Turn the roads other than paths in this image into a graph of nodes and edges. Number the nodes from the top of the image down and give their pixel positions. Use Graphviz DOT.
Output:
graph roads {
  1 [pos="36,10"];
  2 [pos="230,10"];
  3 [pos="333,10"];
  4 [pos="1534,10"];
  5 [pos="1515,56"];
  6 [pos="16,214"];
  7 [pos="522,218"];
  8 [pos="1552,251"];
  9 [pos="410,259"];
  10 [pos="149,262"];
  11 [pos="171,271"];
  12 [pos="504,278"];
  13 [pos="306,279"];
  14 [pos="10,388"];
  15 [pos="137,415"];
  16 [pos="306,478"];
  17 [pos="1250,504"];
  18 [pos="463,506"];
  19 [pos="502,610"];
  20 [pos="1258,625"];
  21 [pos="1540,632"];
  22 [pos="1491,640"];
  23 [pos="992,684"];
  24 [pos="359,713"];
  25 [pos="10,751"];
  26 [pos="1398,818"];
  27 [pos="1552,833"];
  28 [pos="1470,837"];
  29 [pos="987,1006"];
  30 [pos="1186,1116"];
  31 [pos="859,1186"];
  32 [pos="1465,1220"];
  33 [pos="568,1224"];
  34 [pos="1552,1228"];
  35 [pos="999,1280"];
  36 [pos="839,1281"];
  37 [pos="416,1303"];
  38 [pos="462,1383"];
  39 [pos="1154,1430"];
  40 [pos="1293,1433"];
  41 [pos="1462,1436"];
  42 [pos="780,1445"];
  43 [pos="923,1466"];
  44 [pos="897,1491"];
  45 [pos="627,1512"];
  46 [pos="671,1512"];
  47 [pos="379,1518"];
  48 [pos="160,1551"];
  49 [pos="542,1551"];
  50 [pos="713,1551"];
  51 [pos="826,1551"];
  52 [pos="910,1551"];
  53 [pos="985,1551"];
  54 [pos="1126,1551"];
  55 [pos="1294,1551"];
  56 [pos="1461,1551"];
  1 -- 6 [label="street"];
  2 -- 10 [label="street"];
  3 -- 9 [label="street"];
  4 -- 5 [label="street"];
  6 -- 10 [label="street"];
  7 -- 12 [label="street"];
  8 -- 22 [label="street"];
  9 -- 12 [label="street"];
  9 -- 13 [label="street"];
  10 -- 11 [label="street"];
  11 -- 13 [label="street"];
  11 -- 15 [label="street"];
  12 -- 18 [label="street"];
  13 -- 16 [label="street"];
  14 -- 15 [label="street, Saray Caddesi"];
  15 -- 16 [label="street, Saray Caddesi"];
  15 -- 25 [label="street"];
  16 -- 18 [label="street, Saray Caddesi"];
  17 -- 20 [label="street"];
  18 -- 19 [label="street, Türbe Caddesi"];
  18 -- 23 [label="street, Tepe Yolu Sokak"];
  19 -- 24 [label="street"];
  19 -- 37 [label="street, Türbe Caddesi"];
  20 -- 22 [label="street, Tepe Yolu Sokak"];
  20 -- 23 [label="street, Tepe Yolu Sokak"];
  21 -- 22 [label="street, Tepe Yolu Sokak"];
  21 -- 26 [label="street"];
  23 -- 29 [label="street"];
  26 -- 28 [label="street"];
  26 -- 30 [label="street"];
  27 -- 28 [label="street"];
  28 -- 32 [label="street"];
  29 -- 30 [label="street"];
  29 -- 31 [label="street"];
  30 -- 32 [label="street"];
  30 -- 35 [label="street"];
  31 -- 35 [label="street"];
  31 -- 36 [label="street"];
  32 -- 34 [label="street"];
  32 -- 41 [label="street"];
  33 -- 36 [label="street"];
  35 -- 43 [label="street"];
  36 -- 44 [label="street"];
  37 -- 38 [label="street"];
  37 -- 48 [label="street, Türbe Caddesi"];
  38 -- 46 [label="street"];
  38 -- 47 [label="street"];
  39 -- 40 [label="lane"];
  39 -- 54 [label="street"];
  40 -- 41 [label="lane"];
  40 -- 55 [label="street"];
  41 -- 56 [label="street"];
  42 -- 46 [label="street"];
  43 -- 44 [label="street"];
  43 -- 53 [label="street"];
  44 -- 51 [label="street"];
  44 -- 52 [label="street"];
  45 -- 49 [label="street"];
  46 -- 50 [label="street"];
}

→ Try it: For the listing above, identify each line bearing "Sokak".

→ Written answer:
  18 -- 23 [label="street, Tepe Yolu Sokak"];
  20 -- 22 [label="street, Tepe Yolu Sokak"];
  20 -- 23 [label="street, Tepe Yolu Sokak"];
  21 -- 22 [label="street, Tepe Yolu Sokak"];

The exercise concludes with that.